Mitochondrial fusion, fission and autophagy: Impact of diet on mitochondrial quality control

Mitochondrial dynamics and mitophagy are recognized as two critical processes underlying mitochondrial homeostasis. Morphological and bioenergetic characterization of the life cycle of the individual mitochondrion reveals several points where fusion, fission and mitophagy interact. Mitochondrial fission can produce an impaired daughter unit that will be targeted by the autophagic machinery. Mitochondrial fusion, on the other hand may serve to dilute impaired respiratory components and thereby prevent their removal. The reverse dependency of fusion and mitophagy on membrane potential allows them to act as complementary rather than competitive fates of the daughter mitochondrion after a fission event.

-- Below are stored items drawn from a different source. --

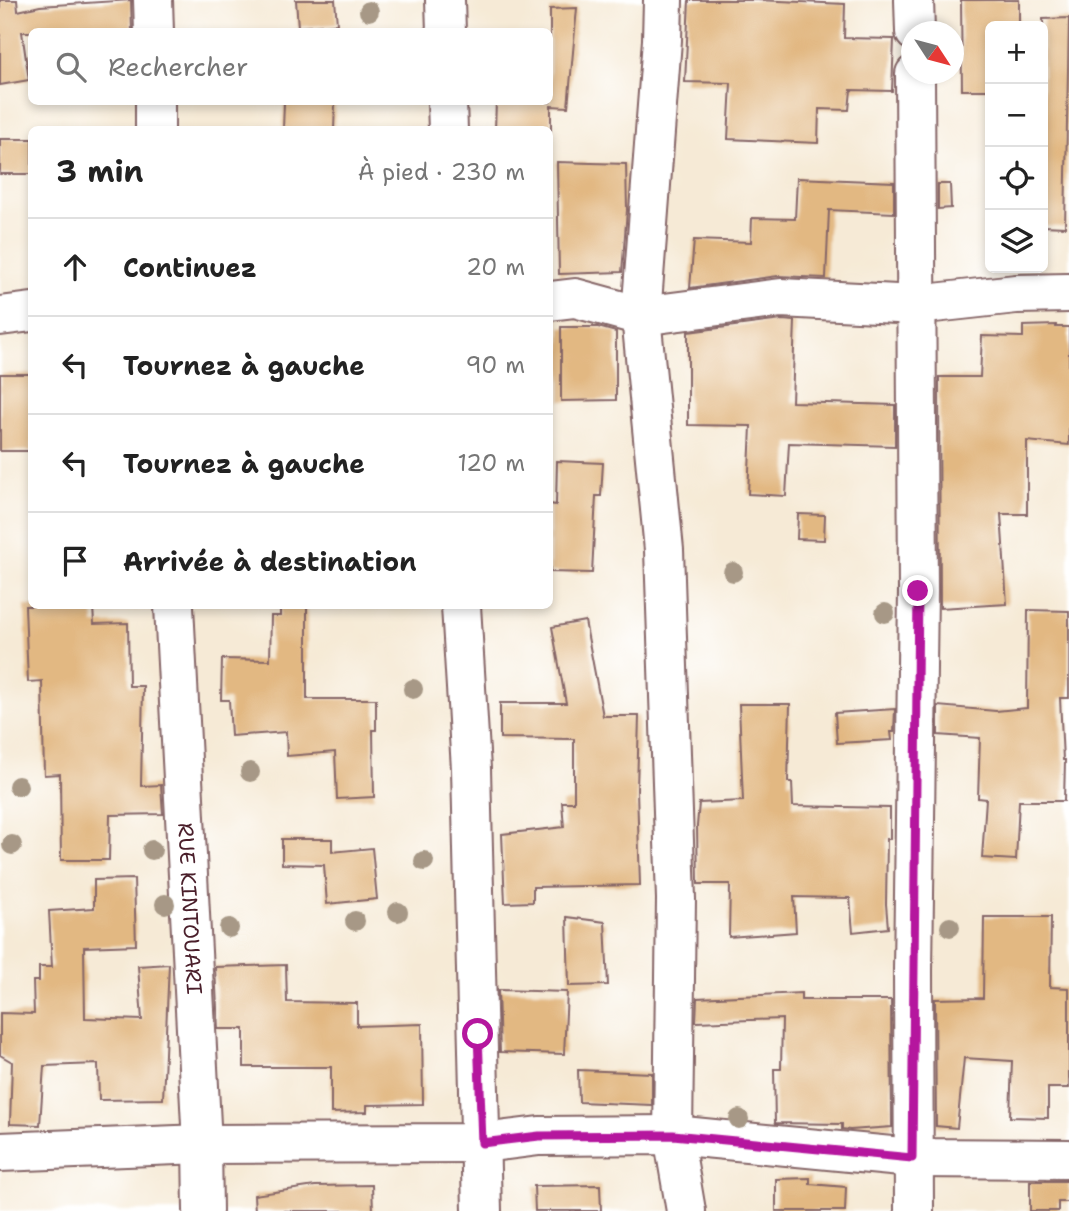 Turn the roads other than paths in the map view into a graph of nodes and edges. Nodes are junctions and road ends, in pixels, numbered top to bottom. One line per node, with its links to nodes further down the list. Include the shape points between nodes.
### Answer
1 (153, 0): 6 (street)
2 (444, 0): 7 (street)
3 (663, 0): 18 (street)
4 (914, 0): 5 (street)
5 (915, 21)
6 (154, 28)
7 (446, 28)
8 (915, 84): 15 (street)
9 (155, 105): 11 (street)
10 (447, 105): 12 (street)
11 (155, 126)
12 (448, 126)
13 (1069, 293): 15 (street)
14 (553, 301): 18 (street, via 575,298)
15 (916, 305): 18 (street, via 781,298); 25 (street)
16 (28, 312): 17 (street)
17 (0, 316)
18 (641, 316): 21 (street, via 664,550 676,899)
19 (174, 609): 23 (street, RUE KINTOUARI)
20 (461, 609): 22 (street, via 471,769)
21 (673, 1135): 22 (street, via 539,1136); 25 (street); 29 (street)
22 (482, 1143): 23 (street); 28 (street)
23 (202, 1144): 24 (street); 27 (street, RUE KINTOUARI)
24 (0, 1152)
25 (912, 1158): 26 (street); 30 (street)
26 (1069, 1159)
27 (202, 1211)
28 (482, 1211)
29 (686, 1211)
30 (914, 1211) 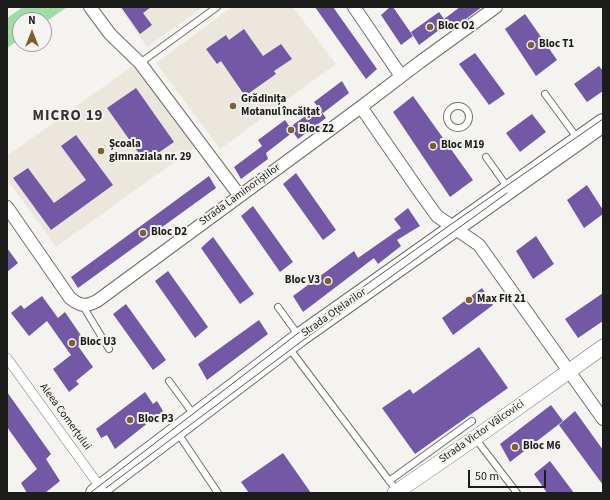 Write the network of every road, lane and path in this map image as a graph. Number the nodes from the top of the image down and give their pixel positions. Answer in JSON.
{"nodes":[{"id":1,"x":90,"y":7,"type":"edge"},
{"id":2,"x":217,"y":7,"type":"edge"},
{"id":3,"x":354,"y":7,"type":"edge"},
{"id":4,"x":496,"y":7,"type":"edge"},
{"id":5,"x":140,"y":62,"type":"junction"},
{"id":6,"x":401,"y":76,"type":"junction"},
{"id":7,"x":545,"y":94,"type":"dead end"},
{"id":8,"x":361,"y":107,"type":"junction"},
{"id":9,"x":603,"y":123,"type":"edge"},
{"id":10,"x":580,"y":139,"type":"junction"},
{"id":11,"x":486,"y":156,"type":"dead end"},
{"id":12,"x":509,"y":189,"type":"junction"},
{"id":13,"x":239,"y":195,"type":"junction"},
{"id":14,"x":7,"y":207,"type":"edge"},
{"id":15,"x":454,"y":228,"type":"junction"},
{"id":16,"x":83,"y":306,"type":"junction"},
{"id":17,"x":278,"y":307,"type":"dead end"},
{"id":18,"x":294,"y":342,"type":"junction"},
{"id":19,"x":603,"y":347,"type":"edge"},
{"id":20,"x":109,"y":349,"type":"dead end"},
{"id":21,"x":7,"y":358,"type":"edge"},
{"id":22,"x":569,"y":371,"type":"junction"},
{"id":23,"x":169,"y":381,"type":"dead end"},
{"id":24,"x":195,"y":416,"type":"junction"},
{"id":25,"x":603,"y":419,"type":"edge"},
{"id":26,"x":472,"y":421,"type":"dead end"},
{"id":27,"x":176,"y":431,"type":"junction"},
{"id":28,"x":475,"y":438,"type":"junction"},
{"id":29,"x":394,"y":488,"type":"edge"},
{"id":30,"x":100,"y":491,"type":"edge"},
{"id":31,"x":218,"y":493,"type":"edge"},
{"id":32,"x":517,"y":493,"type":"edge"}],
"edges":[{"from":1,"to":5,"type":"street"},
{"from":2,"to":5,"type":"lane"},
{"from":3,"to":6,"type":"street"},
{"from":4,"to":6,"type":"street","name":"Strada Laminoriștilor"},
{"from":5,"to":13,"type":"street"},
{"from":6,"to":8,"type":"street","name":"Strada Laminoriștilor"},
{"from":7,"to":10,"type":"lane"},
{"from":8,"to":13,"type":"street","name":"Strada Laminoriștilor"},
{"from":8,"to":15,"type":"street"},
{"from":9,"to":10,"type":"main road","name":"Strada Oțelarilor"},
{"from":10,"to":12,"type":"main road","name":"Strada Oțelarilor"},
{"from":11,"to":12,"type":"lane"},
{"from":12,"to":15,"type":"main road","name":"Strada Oțelarilor"},
{"from":13,"to":16,"type":"street","name":"Strada Laminoriștilor"},
{"from":14,"to":16,"type":"street"},
{"from":15,"to":18,"type":"main road","name":"Strada Oțelarilor"},
{"from":15,"to":22,"type":"street"},
{"from":16,"to":20,"type":"lane"},
{"from":17,"to":18,"type":"lane"},
{"from":18,"to":24,"type":"main road","name":"Strada Oțelarilor"},
{"from":18,"to":29,"type":"lane"},
{"from":19,"to":22,"type":"street","name":"Strada Victor Vâlcovici"},
{"from":21,"to":30,"type":"street","name":"Aleea Comerțului"},
{"from":22,"to":25,"type":"street"},
{"from":22,"to":28,"type":"street","name":"Strada Victor Vâlcovici"},
{"from":23,"to":24,"type":"lane"},
{"from":24,"to":27,"type":"main road","name":"Strada Oțelarilor"},
{"from":26,"to":29,"type":"lane"},
{"from":27,"to":30,"type":"main road","name":"Strada Oțelarilor"},
{"from":27,"to":31,"type":"lane"},
{"from":28,"to":29,"type":"street","name":"Strada Victor Vâlcovici"},
{"from":28,"to":32,"type":"lane"}]} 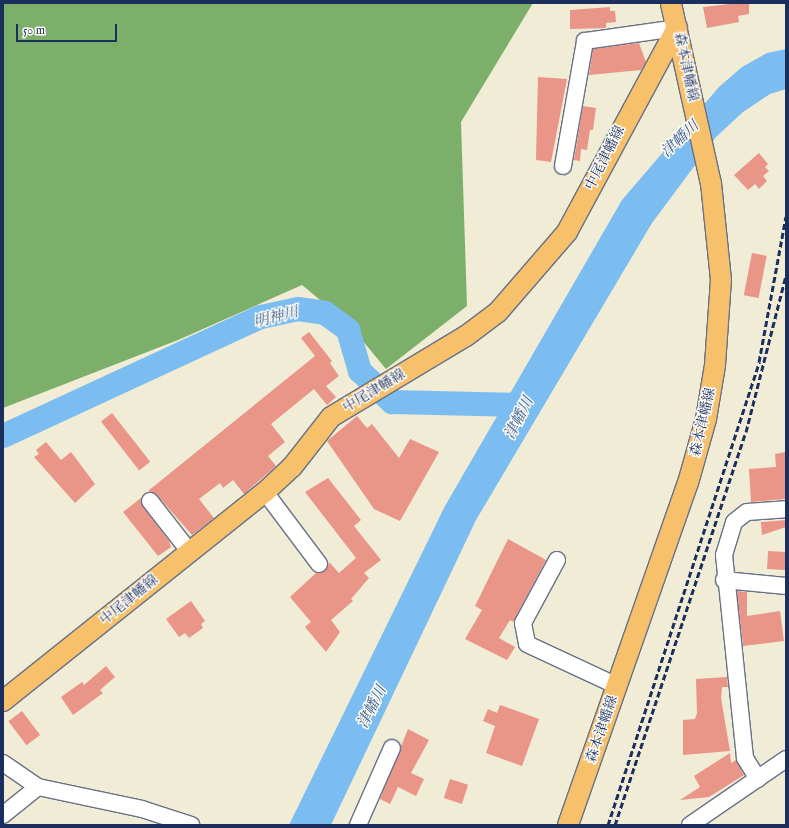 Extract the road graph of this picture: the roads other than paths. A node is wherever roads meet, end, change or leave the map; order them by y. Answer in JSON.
{"nodes":[{"id":1,"x":672,"y":3,"type":"edge"},
{"id":2,"x":677,"y":28,"type":"junction"},
{"id":3,"x":563,"y":166,"type":"dead end"},
{"id":4,"x":265,"y":492,"type":"junction"},
{"id":5,"x":150,"y":501,"type":"dead end"},
{"id":6,"x":786,"y":509,"type":"edge"},
{"id":7,"x":189,"y":551,"type":"junction"},
{"id":8,"x":557,"y":560,"type":"dead end"},
{"id":9,"x":318,"y":564,"type":"dead end"},
{"id":10,"x":724,"y":580,"type":"junction"},
{"id":11,"x":786,"y":586,"type":"edge"},
{"id":12,"x":617,"y":686,"type":"junction"},
{"id":13,"x":3,"y":701,"type":"edge"},
{"id":14,"x":392,"y":748,"type":"dead end"},
{"id":15,"x":786,"y":759,"type":"edge"},
{"id":16,"x":3,"y":763,"type":"edge"},
{"id":17,"x":758,"y":779,"type":"junction"},
{"id":18,"x":38,"y":787,"type":"junction"},
{"id":19,"x":3,"y":815,"type":"edge"},
{"id":20,"x":191,"y":825,"type":"edge"},
{"id":21,"x":358,"y":825,"type":"edge"},
{"id":22,"x":568,"y":825,"type":"edge"},
{"id":23,"x":690,"y":825,"type":"edge"}],
"edges":[{"from":1,"to":2,"type":"main road","name":"森本津幡線"},
{"from":2,"to":3,"type":"street"},
{"from":2,"to":4,"type":"main road","name":"中尾津幡線"},
{"from":2,"to":12,"type":"main road","name":"森本津幡線"},
{"from":4,"to":7,"type":"main road","name":"中尾津幡線"},
{"from":4,"to":9,"type":"street"},
{"from":5,"to":7,"type":"street"},
{"from":6,"to":10,"type":"street"},
{"from":7,"to":13,"type":"main road","name":"中尾津幡線"},
{"from":8,"to":12,"type":"street"},
{"from":10,"to":11,"type":"street"},
{"from":10,"to":17,"type":"street"},
{"from":12,"to":22,"type":"main road","name":"森本津幡線"},
{"from":14,"to":21,"type":"street"},
{"from":15,"to":17,"type":"street"},
{"from":16,"to":18,"type":"street"},
{"from":17,"to":23,"type":"street"},
{"from":18,"to":19,"type":"street"},
{"from":18,"to":20,"type":"street"}]}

However, quality control is not the only mitochondrial task that involves changes to mitochondrial architecture. Recent studies of mitochondrial dynamics have identified an intriguing link between energy demand/supply balance and mitochondrial architecture. Cells exposed to rich nutrient environment tend to freeze their architecture at the state of separated (fragmented) mitochondria and cells under starvation tend to stay longer at the connected state. Thus, it appears that bioenergetic adaptation that involves changes to bioenergetic efficiency and ATP synthesis capacity also implies remodeling of mitochondrial architecture.
One can appreciate that the life cycle of mitochondria will be compromised if mitochondrial fusion or fission are disabled to allow for bioenergetic adaptation.
Therefore bioenergetic adaptation and quality control may represent competing tasks.